Offsetting losses against profits. The donor is permitted to offset losses incurred within the fiscal period against profits earned in that period(5). Ma’aser kesofim is calculated against the net profit(6). (Albert, however brings sources that prohibit netting losses in one business against profits in another(7).) Net losses in any year may not be carried forward to future fiscal periods(8).
Shortfalls and excess ma’aser kesofim. At the close of the fiscal period, one should make a final calculation of his or her ma’aser obligation. Any shortfall should be made up immediately. There are authorities who allow excess ma’aser kesofim from one year to be used to meet obligations of subsequent years(9).
Deducting expenses. Business expenses including food and lodging while traveling may be deducted from income subject to ma’aser kesofim(10). However, only the amount in excess of costs that would prevail at home may be deducted(11). Thus one who spends $25 for lunch on a business trip and would have spent $5 at home, may deduct only $20. Personal expenses necessary for business (e.g., one buys a Rolls Royce to impress potential clients) may be deducted from income subject to ma’aser kesofim if the expense is truly justified for business purposes(12). Household expenses may not be deducted from income subject to ma’aser kesofim(13).

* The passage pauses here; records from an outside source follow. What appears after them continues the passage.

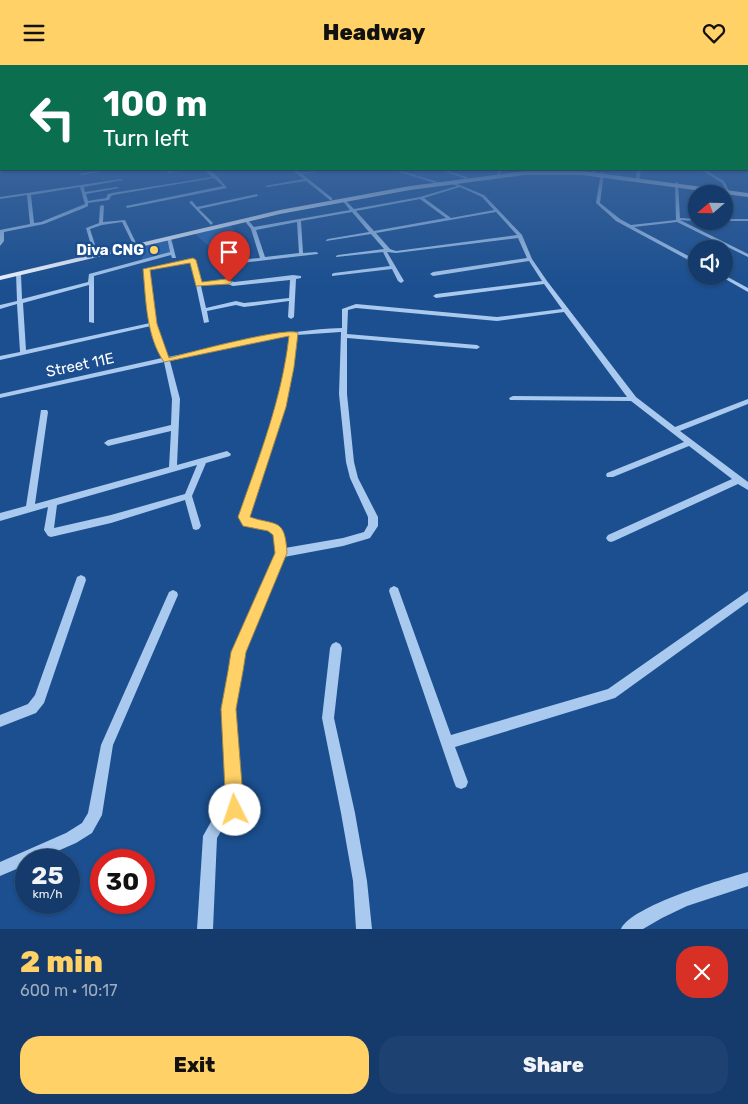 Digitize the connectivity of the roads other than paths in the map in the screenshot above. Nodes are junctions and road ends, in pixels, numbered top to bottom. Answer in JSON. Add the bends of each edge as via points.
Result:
{"nodes":[{"id":1,"x":30,"y":206,"type":"edge"},
{"id":2,"x":84,"y":206,"type":"edge"},
{"id":3,"x":130,"y":206,"type":"edge"},
{"id":4,"x":205,"y":206,"type":"edge"},
{"id":5,"x":297,"y":206,"type":"edge"},
{"id":6,"x":313,"y":206,"type":"edge"},
{"id":7,"x":349,"y":206,"type":"edge"},
{"id":8,"x":377,"y":206,"type":"edge"},
{"id":9,"x":432,"y":206,"type":"edge"},
{"id":10,"x":493,"y":206,"type":"edge"},
{"id":11,"x":602,"y":206,"type":"edge"},
{"id":12,"x":679,"y":206,"type":"edge"},
{"id":13,"x":102,"y":207,"type":"dead end"},
{"id":14,"x":127,"y":207,"type":"dead end"},
{"id":15,"x":197,"y":208,"type":"joint"},
{"id":16,"x":353,"y":211,"type":"junction"},
{"id":17,"x":497,"y":211,"type":"junction"},
{"id":18,"x":450,"y":219,"type":"junction"},
{"id":19,"x":245,"y":220,"type":"junction"},
{"id":20,"x":679,"y":220,"type":"junction"},
{"id":21,"x":688,"y":220,"type":"edge"},
{"id":22,"x":733,"y":220,"type":"joint"},
{"id":23,"x":748,"y":220,"type":"edge"},
{"id":24,"x":299,"y":221,"type":"junction"},
{"id":25,"x":101,"y":224,"type":"junction"},
{"id":26,"x":211,"y":224,"type":"junction"},
{"id":27,"x":32,"y":225,"type":"junction"},
{"id":28,"x":631,"y":226,"type":"junction"},
{"id":29,"x":748,"y":227,"type":"edge"},
{"id":30,"x":253,"y":229,"type":"junction"},
{"id":31,"x":1,"y":231,"type":"edge"},
{"id":32,"x":374,"y":233,"type":"junction"},
{"id":33,"x":520,"y":236,"type":"junction"},
{"id":34,"x":168,"y":238,"type":"junction"},
{"id":35,"x":328,"y":240,"type":"dead end"},
{"id":36,"x":134,"y":242,"type":"junction"},
{"id":37,"x":0,"y":245,"type":"edge"},
{"id":38,"x":386,"y":250,"type":"junction"},
{"id":39,"x":95,"y":251,"type":"junction"},
{"id":40,"x":173,"y":253,"type":"junction"},
{"id":41,"x":316,"y":253,"type":"dead end"},
{"id":42,"x":301,"y":254,"type":"junction"},
{"id":43,"x":338,"y":256,"type":"dead end"},
{"id":44,"x":748,"y":256,"type":"edge"},
{"id":45,"x":263,"y":258,"type":"junction"},
{"id":46,"x":688,"y":258,"type":"edge"},
{"id":47,"x":530,"y":259,"type":"junction"},
{"id":48,"x":176,"y":263,"type":"junction"},
{"id":49,"x":216,"y":264,"type":"dead end"},
{"id":50,"x":392,"y":267,"type":"junction"},
{"id":51,"x":0,"y":274,"type":"edge"},
{"id":52,"x":18,"y":274,"type":"junction"},
{"id":53,"x":433,"y":274,"type":"dead end"},
{"id":54,"x":334,"y":275,"type":"dead end"},
{"id":55,"x":0,"y":278,"type":"edge"},
{"id":56,"x":401,"y":281,"type":"dead end"},
{"id":57,"x":545,"y":282,"type":"junction"},
{"id":58,"x":733,"y":282,"type":"edge"},
{"id":59,"x":90,"y":283,"type":"junction"},
{"id":60,"x":199,"y":285,"type":"junction"},
{"id":61,"x":748,"y":290,"type":"edge"},
{"id":62,"x":436,"y":296,"type":"dead end"},
{"id":63,"x":292,"y":299,"type":"junction"},
{"id":64,"x":20,"y":301,"type":"junction"},
{"id":65,"x":0,"y":307,"type":"edge"},
{"id":66,"x":204,"y":310,"type":"junction"},
{"id":67,"x":565,"y":310,"type":"junction"},
{"id":68,"x":291,"y":317,"type":"dead end"},
{"id":69,"x":92,"y":322,"type":"dead end"},
{"id":70,"x":206,"y":322,"type":"dead end"},
{"id":71,"x":153,"y":324,"type":"junction"},
{"id":72,"x":294,"y":333,"type":"junction"},
{"id":73,"x":344,"y":333,"type":"junction"},
{"id":74,"x":477,"y":347,"type":"dead end"},
{"id":75,"x":23,"y":353,"type":"junction"},
{"id":76,"x":0,"y":358,"type":"edge"},
{"id":77,"x":167,"y":361,"type":"junction"},
{"id":78,"x":0,"y":397,"type":"edge"},
{"id":79,"x":513,"y":398,"type":"dead end"},
{"id":80,"x":633,"y":399,"type":"junction"},
{"id":81,"x":748,"y":401,"type":"edge"},
{"id":82,"x":44,"y":412,"type":"dead end"},
{"id":83,"x":174,"y":427,"type":"junction"},
{"id":84,"x":674,"y":431,"type":"junction"},
{"id":85,"x":108,"y":443,"type":"dead end"},
{"id":86,"x":690,"y":443,"type":"junction"},
{"id":87,"x":227,"y":454,"type":"dead end"},
{"id":88,"x":204,"y":460,"type":"junction"},
{"id":89,"x":172,"y":468,"type":"junction"},
{"id":90,"x":610,"y":475,"type":"dead end"},
{"id":91,"x":739,"y":480,"type":"junction"},
{"id":92,"x":748,"y":487,"type":"edge"},
{"id":93,"x":188,"y":496,"type":"junction"},
{"id":94,"x":53,"y":503,"type":"junction"},
{"id":95,"x":30,"y":509,"type":"junction"},
{"id":96,"x":0,"y":517,"type":"edge"},
{"id":97,"x":196,"y":526,"type":"dead end"},
{"id":98,"x":611,"y":538,"type":"dead end"},
{"id":99,"x":281,"y":553,"type":"junction"},
{"id":100,"x":81,"y":581,"type":"dead end"},
{"id":101,"x":394,"y":591,"type":"dead end"},
{"id":102,"x":173,"y":595,"type":"dead end"},
{"id":103,"x":748,"y":596,"type":"edge"},
{"id":104,"x":336,"y":648,"type":"dead end"},
{"id":105,"x":0,"y":721,"type":"edge"},
{"id":106,"x":449,"y":742,"type":"junction"},
{"id":107,"x":462,"y":782,"type":"dead end"},
{"id":108,"x":0,"y":869,"type":"edge"},
{"id":109,"x":748,"y":879,"type":"edge"},
{"id":110,"x":205,"y":929,"type":"edge"},
{"id":111,"x":364,"y":929,"type":"edge"},
{"id":112,"x":629,"y":929,"type":"edge"}],
"edges":[{"from":1,"to":27,"type":"street"},
{"from":2,"to":27,"type":"street"},
{"from":3,"to":14,"type":"street"},
{"from":4,"to":15,"type":"street"},
{"from":5,"to":26,"type":"main road"},
{"from":6,"to":19,"type":"main road"},
{"from":7,"to":16,"type":"street"},
{"from":8,"to":16,"type":"street"},
{"from":9,"to":18,"type":"street"},
{"from":10,"to":17,"type":"street"},
{"from":11,"to":28,"type":"street","via":[[618,221]]},
{"from":12,"to":20,"type":"street"},
{"from":13,"to":25,"type":"street"},
{"from":15,"to":26,"type":"street"},
{"from":16,"to":24,"type":"street"},
{"from":16,"to":32,"type":"street"},
{"from":17,"to":18,"type":"street"},
{"from":17,"to":33,"type":"street"},
{"from":18,"to":32,"type":"street"},
{"from":19,"to":30,"type":"street"},
{"from":19,"to":34,"type":"main road"},
{"from":20,"to":21,"type":"street"},
{"from":20,"to":28,"type":"street"},
{"from":20,"to":44,"type":"street"},
{"from":22,"to":23,"type":"street"},
{"from":22,"to":29,"type":"street"},
{"from":24,"to":30,"type":"street"},
{"from":24,"to":42,"type":"street"},
{"from":25,"to":36,"type":"street","via":[[123,221]]},
{"from":25,"to":39,"type":"street","via":[[88,228]]},
{"from":26,"to":36,"type":"main road"},
{"from":27,"to":31,"type":"street"},
{"from":28,"to":46,"type":"street"},
{"from":30,"to":45,"type":"street"},
{"from":31,"to":37,"type":"street"},
{"from":32,"to":35,"type":"street"},
{"from":32,"to":38,"type":"street"},
{"from":33,"to":38,"type":"street","via":[[396,252]]},
{"from":33,"to":47,"type":"street"},
{"from":34,"to":40,"type":"street"},
{"from":34,"to":52,"type":"main road"},
{"from":36,"to":39,"type":"main road"},
{"from":38,"to":43,"type":"street"},
{"from":38,"to":50,"type":"street"},
{"from":39,"to":51,"type":"main road"},
{"from":40,"to":48,"type":"street"},
{"from":40,"to":59,"type":"street","via":[[94,274],[90,276]]},
{"from":41,"to":42,"type":"street"},
{"from":42,"to":45,"type":"street"},
{"from":45,"to":49,"type":"street"},
{"from":47,"to":53,"type":"street"},
{"from":47,"to":57,"type":"street"},
{"from":48,"to":60,"type":"street","via":[[193,260]]},
{"from":48,"to":71,"type":"street","via":[[146,269]]},
{"from":50,"to":54,"type":"street"},
{"from":50,"to":56,"type":"street"},
{"from":52,"to":55,"type":"main road"},
{"from":52,"to":64,"type":"street"},
{"from":57,"to":62,"type":"street"},
{"from":57,"to":67,"type":"street"},
{"from":58,"to":61,"type":"street"},
{"from":59,"to":64,"type":"street"},
{"from":59,"to":69,"type":"street"},
{"from":60,"to":63,"type":"street","via":[[296,277]]},
{"from":60,"to":66,"type":"street"},
{"from":63,"to":66,"type":"street","via":[[244,305],[236,303]]},
{"from":63,"to":68,"type":"street"},
{"from":64,"to":65,"type":"street"},
{"from":64,"to":75,"type":"street"},
{"from":66,"to":70,"type":"street"},
{"from":67,"to":73,"type":"street","via":[[497,319],[356,306],[345,309]]},
{"from":67,"to":80,"type":"street"},
{"from":71,"to":75,"type":"street"},
{"from":71,"to":77,"type":"street"},
{"from":72,"to":73,"type":"street"},
{"from":72,"to":77,"type":"street"},
{"from":72,"to":99,"type":"street","via":[[281,407],[244,517],[247,522],[271,526],[277,531]]},
{"from":73,"to":74,"type":"street"},
{"from":73,"to":99,"type":"street","via":[[343,394],[350,462],[373,517],[373,526],[367,535],[343,543]]},
{"from":75,"to":76,"type":"street"},
{"from":77,"to":78,"type":"street","name":"Street 11E"},
{"from":77,"to":83,"type":"street","via":[[176,399]]},
{"from":79,"to":80,"type":"street"},
{"from":80,"to":84,"type":"street"},
{"from":81,"to":84,"type":"street"},
{"from":82,"to":95,"type":"street"},
{"from":83,"to":85,"type":"street"},
{"from":83,"to":89,"type":"street"},
{"from":84,"to":86,"type":"street"},
{"from":86,"to":90,"type":"street"},
{"from":86,"to":91,"type":"street"},
{"from":87,"to":88,"type":"street"},
{"from":88,"to":89,"type":"street"},
{"from":88,"to":93,"type":"street"},
{"from":89,"to":94,"type":"street"},
{"from":91,"to":92,"type":"street"},
{"from":91,"to":98,"type":"street"},
{"from":93,"to":94,"type":"street","via":[[51,533]]},
{"from":93,"to":97,"type":"street"},
{"from":94,"to":95,"type":"street"},
{"from":95,"to":96,"type":"street"},
{"from":99,"to":110,"type":"street","via":[[238,652],[228,709],[235,810],[234,816],[217,825],[210,835]]},
{"from":100,"to":105,"type":"street","via":[[40,699],[32,709]]},
{"from":101,"to":106,"type":"street"},
{"from":102,"to":108,"type":"street","via":[[106,745],[95,815],[88,828]]},
{"from":103,"to":106,"type":"street","via":[[611,694]]},
{"from":104,"to":111,"type":"street","via":[[328,718],[358,871]]},
{"from":106,"to":107,"type":"street"},
{"from":109,"to":112,"type":"street","via":[[646,916]]}]}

Accounting method Cash or accrual accounting may be used(14). But once the accounting method is chosen, it should be used consistently.
Inflation and taxes. Rav Moshe Feinstein and Rav Auerbach both hold that one is not obligated in ma’aser kesofim on profits that arise purely from inflation. Thus if the price of one’s home increases from $100,000 to $103,000, he or she has a profit of 3% or $3,000. However if the rate of inflation was 2% over the period, the donor may deduct $2,000 from the profit in calculating income subject to ma’aser kesofim. The price index used should be one for necessities only(15). Taxes based on income may be deducted from income subject to maaser kesofim(16). There is a difference of opinion whether other taxes may be deducted(17).

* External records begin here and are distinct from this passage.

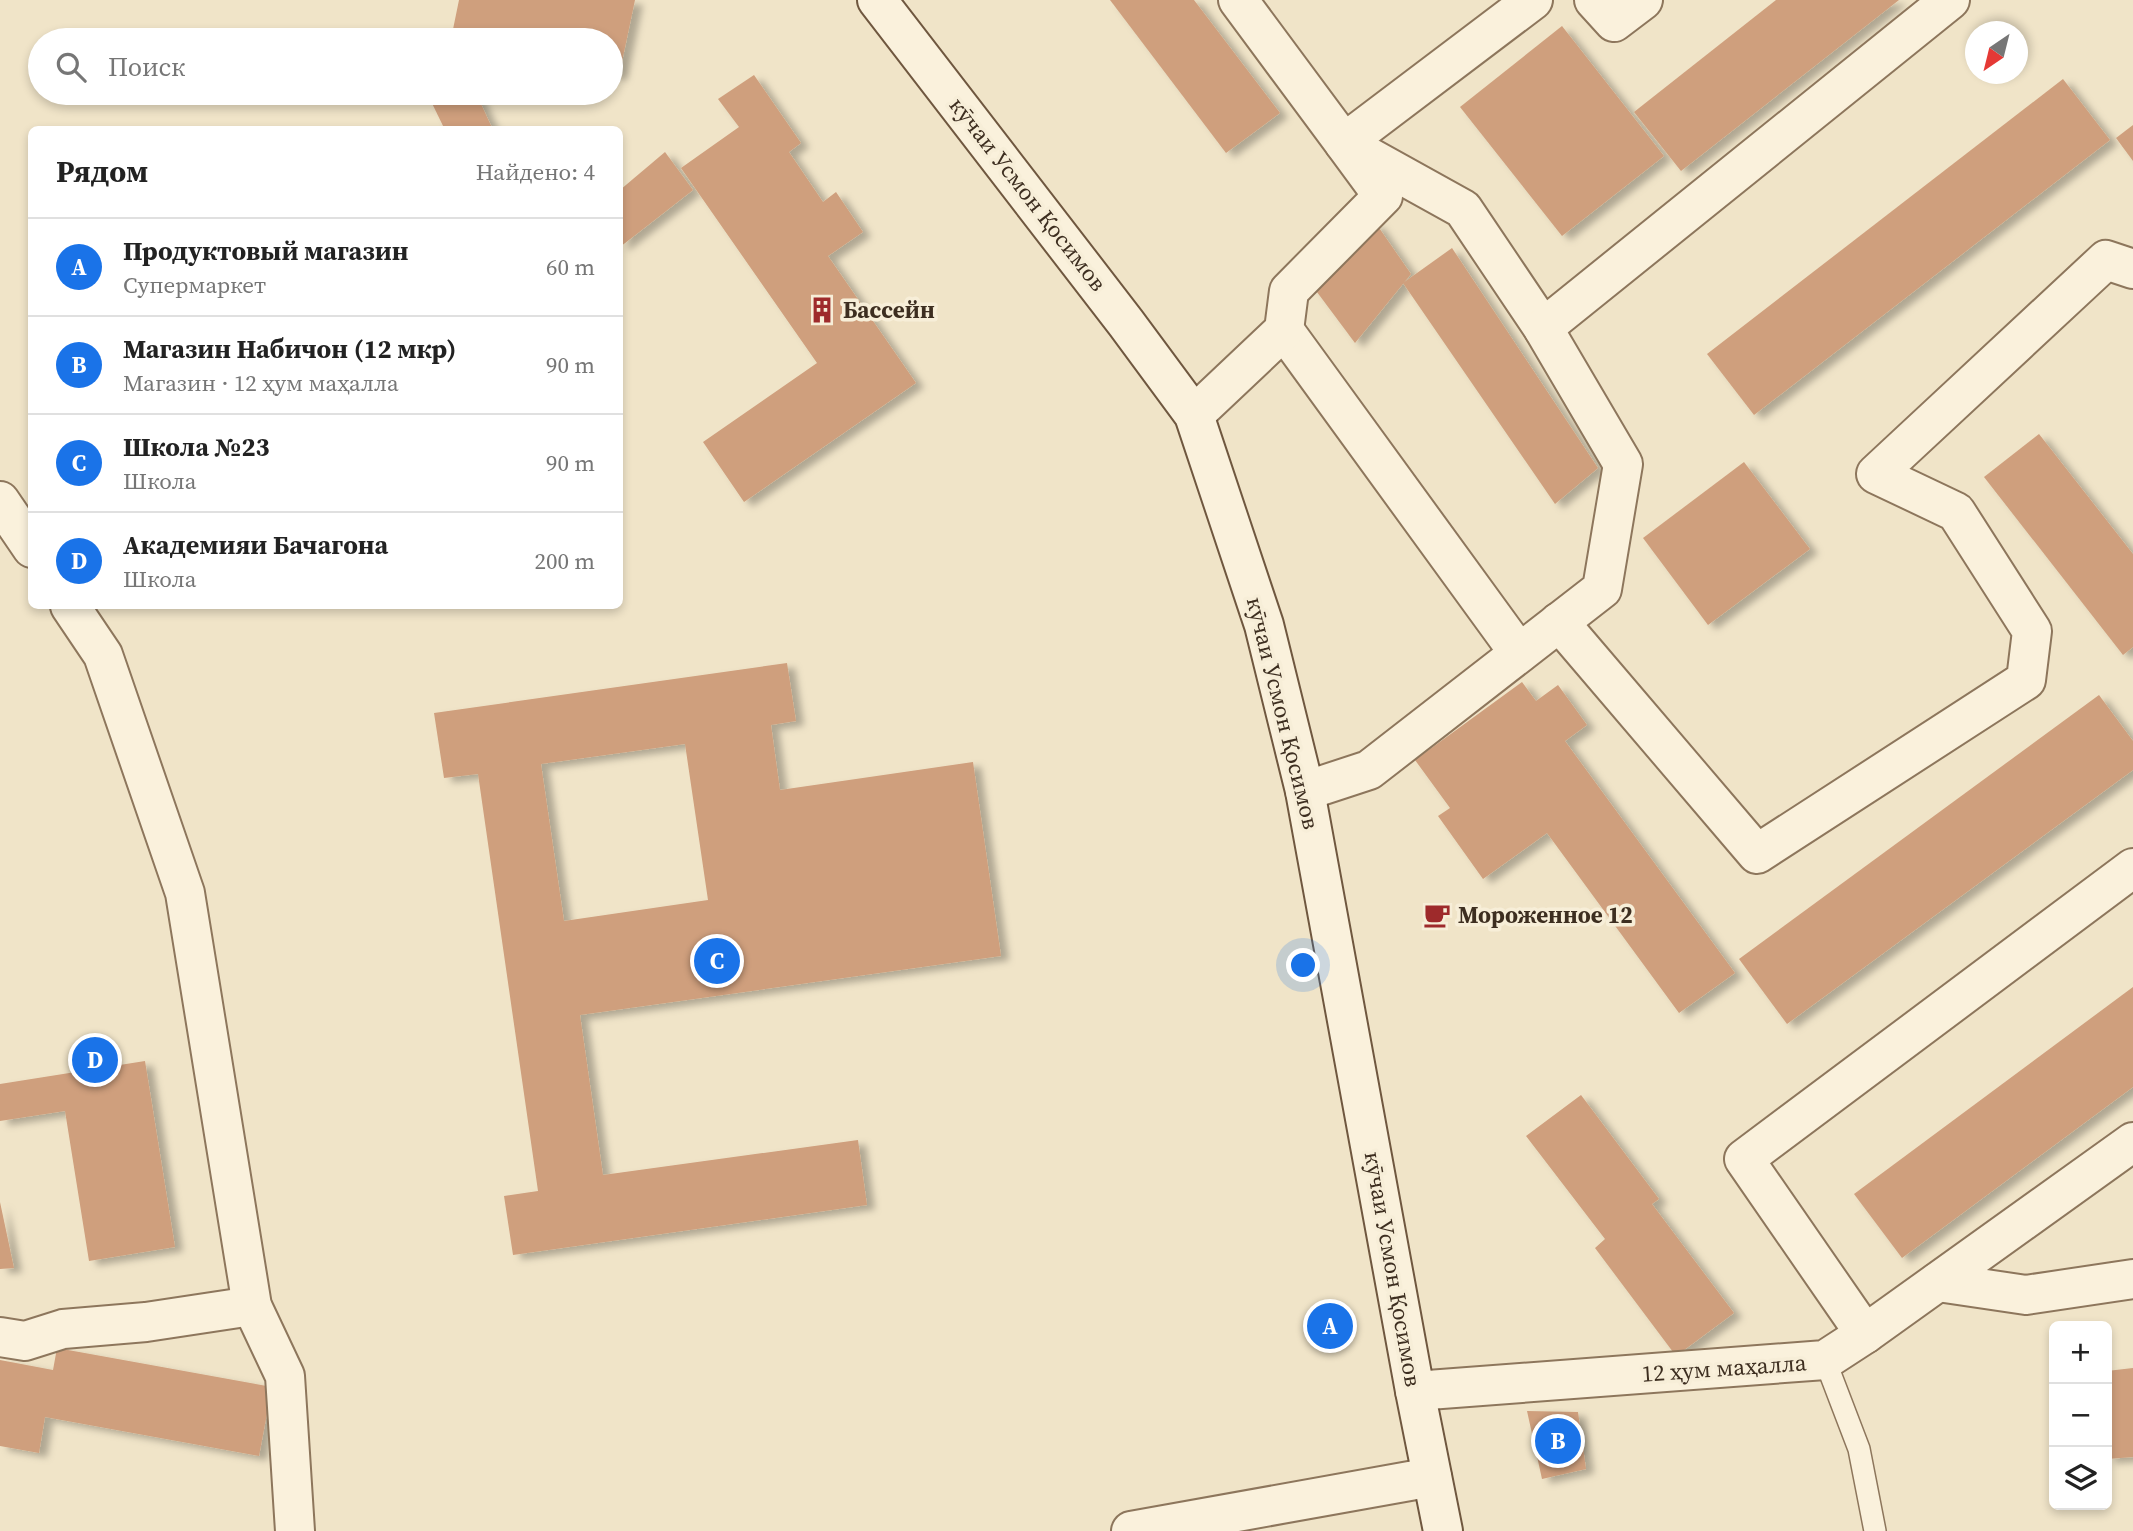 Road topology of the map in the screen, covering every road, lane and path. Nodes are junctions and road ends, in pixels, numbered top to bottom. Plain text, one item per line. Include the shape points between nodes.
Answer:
1 (877, 0) edge
2 (1238, 0) edge
3 (1533, 0) edge
4 (1594, 0) edge
5 (1643, 0) edge
6 (1950, 0) edge
7 (1344, 143) junction
8 (2133, 269) edge
9 (1543, 328) junction
10 (1284, 330) junction
11 (1194, 415) junction
12 (0, 500) edge
13 (28, 542) edge
14 (72, 609) edge
15 (1559, 622) junction
16 (1519, 653) junction
17 (1305, 791) junction
18 (2133, 868) edge
19 (2133, 1142) edge
20 (2133, 1279) edge
21 (1938, 1282) junction
22 (252, 1306) junction
23 (1866, 1334) junction
24 (0, 1337) edge
25 (1825, 1360) junction
26 (1415, 1391) junction
27 (1432, 1477) junction
28 (295, 1531) edge
29 (1130, 1531) edge
30 (1443, 1531) edge
31 (1875, 1531) edge

1 - 11 street, кӯчаи Усмон Қосимов
2 - 7 street
3 - 7 street
4 - 5 street via 1614,22
6 - 9 street
7 - 9 street via 1463,209
7 - 10 street via 1383,196 1289,291
8 - 15 street via 2106,260 1876,474 1956,512 2032,631 2026,680 1757,853
9 - 15 street via 1623,464 1602,589
10 - 11 street
10 - 16 street
11 - 17 street, кӯчаи Усмон Қосимов via 1264,625
12 - 13 street
14 - 22 street via 103,655 185,893
15 - 16 street
16 - 17 street via 1369,770
17 - 26 street, кӯчаи Усмон Қосимов
18 - 23 street via 1744,1159
19 - 21 street, 12 ҳум маҳалла
20 - 21 street via 2026,1295
21 - 23 street, 12 ҳум маҳалла
22 - 24 street via 63,1329 25,1341
22 - 28 street via 285,1376
23 - 25 street, 12 ҳум маҳалла
25 - 26 street, 12 ҳум маҳалла
25 - 31 lane via 1859,1449
26 - 27 street, кӯчаи Усмон Қосимов
27 - 29 street
27 - 30 street, кӯчаи Усмон Қосимов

Ma’aser kesofim may be paid in cash, merchandise, or one’s labor(18). In the case of labor, Rav Auerbach points out that ma’aser must be given on the value of the work done. That, is one may deduct only 9/10 of the value of labor against an existing ma’aser obligation; the remaining tenth is not the worker’s but is itself ma’aser on the value of the work done. One should value labor at the rate usually charged by the worker. One need not sell merchandise nor borrow to pay ma’aser. Thus if one receives a non-monetary gift, such as furniture or real eatate, the recipient need not sell the gift nor borrow to raise the money to include in the ma’aser fund. However if the merchandise is sold or the recipient has enough cash, ma’aser should be set aside (19).

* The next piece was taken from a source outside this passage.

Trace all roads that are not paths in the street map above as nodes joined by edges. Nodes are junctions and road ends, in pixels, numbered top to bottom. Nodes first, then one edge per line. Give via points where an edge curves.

Disclaimer. The information on this page is an introduction to selected topics related to tzedakah. It is designed to help individuals understand the issues and formulate questions. It is not an authoritative guide for practical personal policies with regard to tzedakah. Specific questions should be posed to a competent authority.
Notes. See Introduction and Summary for full citations of the sources.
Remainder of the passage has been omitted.